__Task__.
Using the data below, copy out all lines with the word "junctions".

__Records for the task__.
"""

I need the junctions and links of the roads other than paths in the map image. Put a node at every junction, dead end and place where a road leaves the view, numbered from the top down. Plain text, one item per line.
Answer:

"""
"""

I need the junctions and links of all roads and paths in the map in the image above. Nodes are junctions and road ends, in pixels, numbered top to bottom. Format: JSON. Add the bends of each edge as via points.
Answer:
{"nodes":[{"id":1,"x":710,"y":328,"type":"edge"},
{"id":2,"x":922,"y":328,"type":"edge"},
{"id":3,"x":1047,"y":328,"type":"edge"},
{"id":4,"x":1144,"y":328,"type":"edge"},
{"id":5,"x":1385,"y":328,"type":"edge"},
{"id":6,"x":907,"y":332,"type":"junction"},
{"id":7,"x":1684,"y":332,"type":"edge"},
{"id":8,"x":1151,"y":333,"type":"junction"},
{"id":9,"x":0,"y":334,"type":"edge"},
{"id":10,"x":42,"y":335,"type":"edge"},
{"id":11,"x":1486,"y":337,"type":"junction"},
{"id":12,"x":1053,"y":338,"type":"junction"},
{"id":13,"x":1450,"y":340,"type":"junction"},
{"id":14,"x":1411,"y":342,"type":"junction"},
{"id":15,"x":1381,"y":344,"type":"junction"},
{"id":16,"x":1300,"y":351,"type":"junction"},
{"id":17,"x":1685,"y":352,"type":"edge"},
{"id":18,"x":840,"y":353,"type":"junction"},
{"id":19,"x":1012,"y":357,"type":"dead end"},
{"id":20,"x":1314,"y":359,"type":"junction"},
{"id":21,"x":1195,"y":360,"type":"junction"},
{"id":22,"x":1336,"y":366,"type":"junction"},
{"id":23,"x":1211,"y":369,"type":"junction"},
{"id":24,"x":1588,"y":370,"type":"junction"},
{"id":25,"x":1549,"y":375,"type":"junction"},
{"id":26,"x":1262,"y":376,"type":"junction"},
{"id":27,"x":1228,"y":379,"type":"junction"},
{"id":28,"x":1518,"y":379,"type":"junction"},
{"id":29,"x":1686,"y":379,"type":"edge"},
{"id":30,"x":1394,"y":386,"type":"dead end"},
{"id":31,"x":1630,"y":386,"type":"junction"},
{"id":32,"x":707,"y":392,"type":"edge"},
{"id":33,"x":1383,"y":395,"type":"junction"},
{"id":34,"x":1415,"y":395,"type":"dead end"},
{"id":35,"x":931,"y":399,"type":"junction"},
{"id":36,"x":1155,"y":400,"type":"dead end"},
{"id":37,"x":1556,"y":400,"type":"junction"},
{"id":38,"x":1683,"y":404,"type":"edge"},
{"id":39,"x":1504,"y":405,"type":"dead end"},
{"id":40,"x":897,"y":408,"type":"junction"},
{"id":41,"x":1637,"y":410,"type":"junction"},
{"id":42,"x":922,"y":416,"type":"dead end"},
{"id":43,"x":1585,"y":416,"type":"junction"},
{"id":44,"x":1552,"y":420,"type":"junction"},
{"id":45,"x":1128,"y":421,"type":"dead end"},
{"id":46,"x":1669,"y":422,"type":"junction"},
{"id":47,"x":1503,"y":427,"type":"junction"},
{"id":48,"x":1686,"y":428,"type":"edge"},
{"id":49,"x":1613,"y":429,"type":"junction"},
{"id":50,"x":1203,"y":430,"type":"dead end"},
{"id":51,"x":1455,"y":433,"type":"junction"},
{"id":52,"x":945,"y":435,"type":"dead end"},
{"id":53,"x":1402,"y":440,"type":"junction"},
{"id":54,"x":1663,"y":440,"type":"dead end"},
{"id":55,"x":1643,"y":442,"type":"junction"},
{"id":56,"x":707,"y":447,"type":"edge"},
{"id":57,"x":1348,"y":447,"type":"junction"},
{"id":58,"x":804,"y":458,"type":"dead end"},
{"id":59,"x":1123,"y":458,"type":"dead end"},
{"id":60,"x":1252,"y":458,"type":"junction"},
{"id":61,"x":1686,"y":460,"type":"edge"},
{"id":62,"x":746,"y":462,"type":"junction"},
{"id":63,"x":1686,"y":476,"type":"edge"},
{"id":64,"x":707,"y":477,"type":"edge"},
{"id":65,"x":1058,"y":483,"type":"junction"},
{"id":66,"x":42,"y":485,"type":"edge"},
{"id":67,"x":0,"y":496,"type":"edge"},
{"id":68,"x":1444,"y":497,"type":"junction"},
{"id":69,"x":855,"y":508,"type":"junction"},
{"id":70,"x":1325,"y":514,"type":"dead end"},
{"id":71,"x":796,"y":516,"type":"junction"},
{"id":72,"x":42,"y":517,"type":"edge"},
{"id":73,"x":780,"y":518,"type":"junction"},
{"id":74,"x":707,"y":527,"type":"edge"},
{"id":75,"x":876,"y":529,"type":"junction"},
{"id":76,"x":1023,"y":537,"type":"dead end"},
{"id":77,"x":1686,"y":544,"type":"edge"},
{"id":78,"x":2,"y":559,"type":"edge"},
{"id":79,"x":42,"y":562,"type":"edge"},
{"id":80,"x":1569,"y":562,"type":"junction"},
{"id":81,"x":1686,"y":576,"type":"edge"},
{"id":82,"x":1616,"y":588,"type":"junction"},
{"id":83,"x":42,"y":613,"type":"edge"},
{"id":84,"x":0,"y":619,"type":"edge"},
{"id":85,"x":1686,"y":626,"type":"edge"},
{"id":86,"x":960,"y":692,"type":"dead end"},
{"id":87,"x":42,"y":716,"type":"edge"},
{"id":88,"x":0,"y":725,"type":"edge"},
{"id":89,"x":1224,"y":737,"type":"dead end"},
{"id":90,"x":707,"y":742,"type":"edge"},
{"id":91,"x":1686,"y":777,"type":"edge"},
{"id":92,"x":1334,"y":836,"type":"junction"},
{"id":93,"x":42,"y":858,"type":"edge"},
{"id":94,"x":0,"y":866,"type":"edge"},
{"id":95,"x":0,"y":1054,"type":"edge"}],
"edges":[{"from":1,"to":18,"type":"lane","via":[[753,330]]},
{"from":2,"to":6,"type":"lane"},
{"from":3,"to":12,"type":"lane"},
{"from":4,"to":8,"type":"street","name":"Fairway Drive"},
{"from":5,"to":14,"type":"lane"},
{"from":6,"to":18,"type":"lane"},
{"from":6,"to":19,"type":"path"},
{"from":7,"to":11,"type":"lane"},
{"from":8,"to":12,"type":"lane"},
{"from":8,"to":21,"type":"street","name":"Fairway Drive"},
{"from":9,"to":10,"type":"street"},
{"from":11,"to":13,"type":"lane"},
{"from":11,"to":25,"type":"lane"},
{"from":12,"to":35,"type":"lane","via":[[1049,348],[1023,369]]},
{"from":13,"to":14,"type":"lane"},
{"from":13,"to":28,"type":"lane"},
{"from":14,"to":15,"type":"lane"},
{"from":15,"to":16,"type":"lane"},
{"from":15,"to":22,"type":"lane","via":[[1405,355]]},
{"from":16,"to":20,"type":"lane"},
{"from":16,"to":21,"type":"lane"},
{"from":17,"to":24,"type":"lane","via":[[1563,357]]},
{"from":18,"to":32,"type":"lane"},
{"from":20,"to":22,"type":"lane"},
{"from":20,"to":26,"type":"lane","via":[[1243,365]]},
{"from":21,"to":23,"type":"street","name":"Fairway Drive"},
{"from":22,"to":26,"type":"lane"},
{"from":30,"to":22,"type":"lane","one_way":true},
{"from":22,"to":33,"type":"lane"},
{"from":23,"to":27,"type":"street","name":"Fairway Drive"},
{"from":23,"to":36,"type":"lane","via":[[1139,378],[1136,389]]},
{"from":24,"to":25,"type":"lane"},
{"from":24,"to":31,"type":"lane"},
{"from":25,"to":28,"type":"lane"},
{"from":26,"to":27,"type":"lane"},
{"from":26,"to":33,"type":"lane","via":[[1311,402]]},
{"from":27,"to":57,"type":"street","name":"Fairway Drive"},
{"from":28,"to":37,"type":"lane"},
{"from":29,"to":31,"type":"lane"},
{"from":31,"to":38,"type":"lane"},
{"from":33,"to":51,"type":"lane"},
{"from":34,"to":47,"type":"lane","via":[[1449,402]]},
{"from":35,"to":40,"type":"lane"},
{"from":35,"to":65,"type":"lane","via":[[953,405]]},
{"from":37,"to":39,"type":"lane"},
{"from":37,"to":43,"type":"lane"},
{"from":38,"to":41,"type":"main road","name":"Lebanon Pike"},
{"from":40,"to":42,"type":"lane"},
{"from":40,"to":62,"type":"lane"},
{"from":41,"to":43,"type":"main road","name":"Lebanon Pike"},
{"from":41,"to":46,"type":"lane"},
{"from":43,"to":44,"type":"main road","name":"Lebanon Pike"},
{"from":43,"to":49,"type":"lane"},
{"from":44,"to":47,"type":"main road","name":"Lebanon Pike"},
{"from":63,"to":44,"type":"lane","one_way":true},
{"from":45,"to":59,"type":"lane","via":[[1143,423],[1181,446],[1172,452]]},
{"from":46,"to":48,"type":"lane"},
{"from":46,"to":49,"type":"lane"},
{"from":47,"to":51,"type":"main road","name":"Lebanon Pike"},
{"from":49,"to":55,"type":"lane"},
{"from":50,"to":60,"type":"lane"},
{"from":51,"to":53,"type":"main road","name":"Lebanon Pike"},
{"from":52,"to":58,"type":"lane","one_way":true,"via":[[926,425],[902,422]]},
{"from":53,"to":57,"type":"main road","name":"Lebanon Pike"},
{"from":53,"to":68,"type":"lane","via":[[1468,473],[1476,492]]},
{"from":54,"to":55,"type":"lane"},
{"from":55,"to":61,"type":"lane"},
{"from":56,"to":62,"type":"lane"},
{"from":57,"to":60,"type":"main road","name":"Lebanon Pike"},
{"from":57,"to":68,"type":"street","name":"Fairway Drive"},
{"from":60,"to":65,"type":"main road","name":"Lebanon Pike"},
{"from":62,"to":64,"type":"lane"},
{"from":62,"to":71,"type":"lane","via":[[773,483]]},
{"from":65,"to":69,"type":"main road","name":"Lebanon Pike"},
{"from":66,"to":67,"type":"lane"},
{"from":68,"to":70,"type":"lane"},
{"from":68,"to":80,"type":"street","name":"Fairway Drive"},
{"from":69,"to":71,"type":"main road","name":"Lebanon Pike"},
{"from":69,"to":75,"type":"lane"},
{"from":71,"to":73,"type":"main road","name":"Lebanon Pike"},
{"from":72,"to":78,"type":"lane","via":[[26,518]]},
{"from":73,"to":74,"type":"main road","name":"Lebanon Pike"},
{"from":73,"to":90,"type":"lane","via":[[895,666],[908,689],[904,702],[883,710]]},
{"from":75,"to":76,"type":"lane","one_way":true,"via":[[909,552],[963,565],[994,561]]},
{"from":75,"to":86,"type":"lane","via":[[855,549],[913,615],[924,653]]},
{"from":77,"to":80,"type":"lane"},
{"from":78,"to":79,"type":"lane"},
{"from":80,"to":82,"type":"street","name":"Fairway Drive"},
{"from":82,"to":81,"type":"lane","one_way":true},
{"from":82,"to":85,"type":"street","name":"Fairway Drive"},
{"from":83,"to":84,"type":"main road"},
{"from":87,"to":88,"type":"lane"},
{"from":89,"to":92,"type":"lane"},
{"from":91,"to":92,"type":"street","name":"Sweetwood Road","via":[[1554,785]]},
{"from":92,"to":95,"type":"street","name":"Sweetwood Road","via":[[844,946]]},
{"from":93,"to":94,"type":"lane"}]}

"""

__Written solution__.
I need the junctions and links of the roads other than paths in the map image. Put a node at every junction, dead end and place where a road leaves the view, numbered from the top down. Plain text, one item per line.
I need the junctions and links of all roads and paths in the map in the image above. Nodes are junctions and road ends, in pixels, numbered top to bottom. Format: JSON. Add the bends of each edge as via points.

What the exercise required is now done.